Back pain during pregnancy is caused as the center of gravity of the body shifts, one gains weight, and the hormones relax the ligaments to prepare the body for delivery. Although back pain can start from the beginning but for most women, lower back pain is felt between the last few months of gestation. Women with lower back issues are more likely to experience back pain during pregnancy. The most common pain point is right below the waist and across the tailbone and may radiate into the legs. Some women also feel pain in the center of their back and around the waistline. 

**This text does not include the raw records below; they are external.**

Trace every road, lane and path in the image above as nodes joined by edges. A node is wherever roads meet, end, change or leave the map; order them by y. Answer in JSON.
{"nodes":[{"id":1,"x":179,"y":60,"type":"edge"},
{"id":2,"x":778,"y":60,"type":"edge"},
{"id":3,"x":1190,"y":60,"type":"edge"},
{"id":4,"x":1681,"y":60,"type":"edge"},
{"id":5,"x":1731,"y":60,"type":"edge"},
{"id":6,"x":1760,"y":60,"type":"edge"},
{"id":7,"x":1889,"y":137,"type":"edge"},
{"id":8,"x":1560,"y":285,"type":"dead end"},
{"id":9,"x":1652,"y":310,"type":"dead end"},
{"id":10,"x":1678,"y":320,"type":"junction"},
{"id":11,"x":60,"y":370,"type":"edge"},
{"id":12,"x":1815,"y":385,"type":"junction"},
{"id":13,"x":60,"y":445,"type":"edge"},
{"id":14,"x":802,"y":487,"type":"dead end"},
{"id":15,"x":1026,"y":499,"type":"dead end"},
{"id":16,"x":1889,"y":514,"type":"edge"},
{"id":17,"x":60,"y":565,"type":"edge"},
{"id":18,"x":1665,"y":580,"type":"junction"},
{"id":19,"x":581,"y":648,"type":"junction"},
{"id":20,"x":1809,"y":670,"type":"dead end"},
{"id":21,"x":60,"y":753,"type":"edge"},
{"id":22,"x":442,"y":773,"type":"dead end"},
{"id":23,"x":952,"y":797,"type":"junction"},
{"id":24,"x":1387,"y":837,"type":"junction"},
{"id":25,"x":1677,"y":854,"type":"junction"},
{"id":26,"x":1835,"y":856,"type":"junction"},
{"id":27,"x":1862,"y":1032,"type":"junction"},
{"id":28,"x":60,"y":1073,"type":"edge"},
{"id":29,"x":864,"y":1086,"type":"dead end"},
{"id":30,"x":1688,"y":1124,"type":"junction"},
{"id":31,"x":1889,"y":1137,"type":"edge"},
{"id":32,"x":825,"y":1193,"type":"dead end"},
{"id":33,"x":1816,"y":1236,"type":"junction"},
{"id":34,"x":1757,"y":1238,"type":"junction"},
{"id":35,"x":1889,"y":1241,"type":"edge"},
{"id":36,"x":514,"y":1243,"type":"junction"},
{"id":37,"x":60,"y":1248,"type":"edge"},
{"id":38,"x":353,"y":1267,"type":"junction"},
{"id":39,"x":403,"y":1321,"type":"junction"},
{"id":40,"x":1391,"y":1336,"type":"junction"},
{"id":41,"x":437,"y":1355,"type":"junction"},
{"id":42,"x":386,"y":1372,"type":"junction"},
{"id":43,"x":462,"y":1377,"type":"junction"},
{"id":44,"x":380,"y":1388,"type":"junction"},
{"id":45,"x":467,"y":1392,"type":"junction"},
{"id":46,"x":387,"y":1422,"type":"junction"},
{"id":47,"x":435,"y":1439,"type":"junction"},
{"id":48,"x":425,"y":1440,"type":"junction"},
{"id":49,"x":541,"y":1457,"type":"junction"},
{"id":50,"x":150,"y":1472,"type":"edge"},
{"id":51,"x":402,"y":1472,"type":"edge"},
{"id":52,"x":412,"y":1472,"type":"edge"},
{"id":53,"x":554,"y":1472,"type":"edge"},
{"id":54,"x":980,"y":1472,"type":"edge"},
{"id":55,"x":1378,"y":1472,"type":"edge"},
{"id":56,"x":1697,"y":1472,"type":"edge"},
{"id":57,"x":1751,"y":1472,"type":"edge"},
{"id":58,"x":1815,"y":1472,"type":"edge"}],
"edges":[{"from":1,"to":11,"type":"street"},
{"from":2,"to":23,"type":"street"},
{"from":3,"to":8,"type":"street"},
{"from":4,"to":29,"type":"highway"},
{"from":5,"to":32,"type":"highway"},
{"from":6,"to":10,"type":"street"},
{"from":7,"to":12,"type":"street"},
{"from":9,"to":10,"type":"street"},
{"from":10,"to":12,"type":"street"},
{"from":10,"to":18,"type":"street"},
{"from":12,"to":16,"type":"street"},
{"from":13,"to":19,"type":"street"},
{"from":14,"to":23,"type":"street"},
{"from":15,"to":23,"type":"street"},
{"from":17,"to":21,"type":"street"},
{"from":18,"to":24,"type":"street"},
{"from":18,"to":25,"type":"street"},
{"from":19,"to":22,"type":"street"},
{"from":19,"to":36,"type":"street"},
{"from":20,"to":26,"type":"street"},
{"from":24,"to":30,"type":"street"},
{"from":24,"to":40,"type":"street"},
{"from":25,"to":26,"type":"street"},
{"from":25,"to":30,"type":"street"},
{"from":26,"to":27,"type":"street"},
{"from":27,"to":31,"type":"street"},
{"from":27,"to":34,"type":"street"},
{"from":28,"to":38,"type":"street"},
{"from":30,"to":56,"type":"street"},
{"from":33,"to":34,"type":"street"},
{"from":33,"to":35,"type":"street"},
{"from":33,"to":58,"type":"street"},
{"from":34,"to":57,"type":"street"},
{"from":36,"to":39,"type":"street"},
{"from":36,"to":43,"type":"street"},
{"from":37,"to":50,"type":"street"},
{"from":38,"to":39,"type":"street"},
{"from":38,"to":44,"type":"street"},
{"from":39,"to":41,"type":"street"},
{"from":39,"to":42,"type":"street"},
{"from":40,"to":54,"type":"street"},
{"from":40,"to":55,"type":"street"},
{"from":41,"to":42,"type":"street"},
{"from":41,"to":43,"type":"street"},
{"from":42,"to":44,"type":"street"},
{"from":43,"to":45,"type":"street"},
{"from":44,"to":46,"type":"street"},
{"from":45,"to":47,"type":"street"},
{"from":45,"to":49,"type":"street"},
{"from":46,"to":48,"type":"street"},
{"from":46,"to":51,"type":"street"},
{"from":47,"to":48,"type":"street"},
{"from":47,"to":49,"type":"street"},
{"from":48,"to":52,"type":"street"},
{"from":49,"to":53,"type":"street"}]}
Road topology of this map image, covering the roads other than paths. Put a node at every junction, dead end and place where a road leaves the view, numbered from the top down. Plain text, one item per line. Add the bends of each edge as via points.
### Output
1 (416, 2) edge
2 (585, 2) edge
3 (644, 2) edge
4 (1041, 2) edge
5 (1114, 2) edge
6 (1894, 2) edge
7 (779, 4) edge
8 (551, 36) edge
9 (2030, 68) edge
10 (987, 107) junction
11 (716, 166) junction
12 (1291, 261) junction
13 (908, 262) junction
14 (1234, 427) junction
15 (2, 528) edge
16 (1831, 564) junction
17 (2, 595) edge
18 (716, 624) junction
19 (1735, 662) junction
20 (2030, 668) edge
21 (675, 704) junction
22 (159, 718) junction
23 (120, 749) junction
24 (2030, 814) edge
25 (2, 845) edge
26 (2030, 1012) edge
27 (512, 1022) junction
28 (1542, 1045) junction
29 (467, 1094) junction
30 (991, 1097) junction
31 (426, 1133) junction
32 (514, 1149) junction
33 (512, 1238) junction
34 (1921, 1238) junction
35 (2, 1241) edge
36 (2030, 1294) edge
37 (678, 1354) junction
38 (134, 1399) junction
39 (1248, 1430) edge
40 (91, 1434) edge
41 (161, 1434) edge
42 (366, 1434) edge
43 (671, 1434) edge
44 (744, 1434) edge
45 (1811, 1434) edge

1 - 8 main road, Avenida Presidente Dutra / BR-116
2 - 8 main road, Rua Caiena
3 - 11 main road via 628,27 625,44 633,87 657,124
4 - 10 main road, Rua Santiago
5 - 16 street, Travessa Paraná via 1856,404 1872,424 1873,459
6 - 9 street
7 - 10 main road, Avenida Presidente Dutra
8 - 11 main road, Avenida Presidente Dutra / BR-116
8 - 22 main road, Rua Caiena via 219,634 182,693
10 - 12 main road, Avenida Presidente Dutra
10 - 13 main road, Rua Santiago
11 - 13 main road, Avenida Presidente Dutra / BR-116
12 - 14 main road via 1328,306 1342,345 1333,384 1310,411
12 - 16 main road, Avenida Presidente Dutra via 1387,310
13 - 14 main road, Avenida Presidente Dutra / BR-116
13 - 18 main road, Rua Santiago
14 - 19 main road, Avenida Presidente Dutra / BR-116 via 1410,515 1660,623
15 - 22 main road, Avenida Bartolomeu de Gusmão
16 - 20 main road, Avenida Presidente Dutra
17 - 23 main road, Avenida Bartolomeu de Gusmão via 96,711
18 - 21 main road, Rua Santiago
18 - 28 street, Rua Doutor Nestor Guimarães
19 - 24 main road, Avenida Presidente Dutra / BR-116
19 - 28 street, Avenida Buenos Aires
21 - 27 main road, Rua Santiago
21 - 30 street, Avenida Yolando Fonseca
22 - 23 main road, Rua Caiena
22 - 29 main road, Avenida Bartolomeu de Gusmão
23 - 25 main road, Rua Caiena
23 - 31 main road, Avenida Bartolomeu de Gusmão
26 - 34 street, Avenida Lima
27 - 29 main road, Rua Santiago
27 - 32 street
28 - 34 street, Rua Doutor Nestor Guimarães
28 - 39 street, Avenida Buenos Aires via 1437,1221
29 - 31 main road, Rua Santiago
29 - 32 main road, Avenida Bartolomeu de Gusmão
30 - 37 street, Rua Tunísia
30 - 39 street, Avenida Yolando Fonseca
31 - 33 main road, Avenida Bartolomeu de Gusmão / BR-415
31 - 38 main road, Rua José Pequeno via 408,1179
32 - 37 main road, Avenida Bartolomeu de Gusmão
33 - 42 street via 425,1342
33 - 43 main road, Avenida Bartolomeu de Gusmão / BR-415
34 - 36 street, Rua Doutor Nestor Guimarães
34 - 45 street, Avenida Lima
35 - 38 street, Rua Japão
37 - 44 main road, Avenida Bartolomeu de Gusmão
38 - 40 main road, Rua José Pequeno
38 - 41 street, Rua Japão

Causes of Lower Back Pain – Not Specific to Women 

Some other causes of lower back pain are not exclusive to any specific gender. The most common causes include - 

1. Muscle Strain 

A muscle or ligament strain can cause lower back pain. Muscle strain can be a result of: 

  • repeated heavy lifting 
  • a sudden awkward movement 
  • bending or twisting awkwardly 
  • overstretching the muscle or ligament 

Not restricting the movement that strains the muscle can eventually lead to back spasms. 

2. Sciatica Back Pain 

The symptoms of sciatica caused due to compression or injury include burning or shocking pain in the lower back and usually extending down one leg. When the sciatic nerve, one of the longest nerves in the body, is pinched due to a bone spur or a herniated disk, sciatica pain in the lower back is felt. The nerve may also get compressed due to a tumor or disease like diabetes. 

3. Herniated Disc 

A spinal disk is a rubbery cushion sitting between the bone that stacks to create the spine. When the nucleus pushes out via a tear in the annulus, it is known as a slipped disk, a ruptured disk, or a herniated disk that can occur in any part of the spine, but the most common place is the lower back, causing throbbing pain in the lower back. 


Treatment for Lower Back Pain in Women 

It is advised to consult a doctor to find out the root cause of the lower back pain. Apart from prescribed treatment, one can also use the following to ease back pain.  

1. Hot Pack or Heating Pad 

Heat pads deliver warmth to the painful back muscles and boost circulation, letting nutrients and oxygen quickly get to the pain area. Hot packs relax the muscle, relieve inflammation and pain, and help one get back to the normal routine.   

2. OTC Painkillers  

Nonsteroidal anti-inflammatory drugs (i.e., ibuprofen, naproxen, and aspirin) help ease lower back pain and other pain associated with the period. One can also use topical analgesics such as a pain-relieving gel or spray for instant relief from lower back pain

3. Exercise and Stretching 

Physical activity helps improve circulation and ease tense muscles. Regular stretching also helps reduce lower back pain and even prevents the pain from coming back. Use of a back brace while working or exercising can also help get one back to their regular routine. 

4. Cold Pack  

Ice packs are the most effective within the first few hours of a muscle strain or injury. Lower back pain caused due to a muscle strain, or an injury is often relieved by an ice pack and may help reduce inflammation, pain, and bruising.  

5. Lumbar Support Pillows  

Placing a normal pillow between the knees when sleeping on the side or under the knees when sleeping on the back helps ease back pain and discomfort. A lumbar support pillow improves the quality of sleep and minimizes the chances of lower back pain in females. Using a backrest pillow while sitting for a long duration can also reduce the chances of low back pain by minimizing the strain on the lower back. 

Depending on the cause of the lower back pain, a doctor can offer the most suitable treatment for your medical condition. 

Lower back pain in females is caused due to several underlying causes. In many cases, home remedies alone work wonders in curbing the pain. However, if the back pain does not improve or worsen, discuss it with your doctor and seek a more elaborate treatment plan.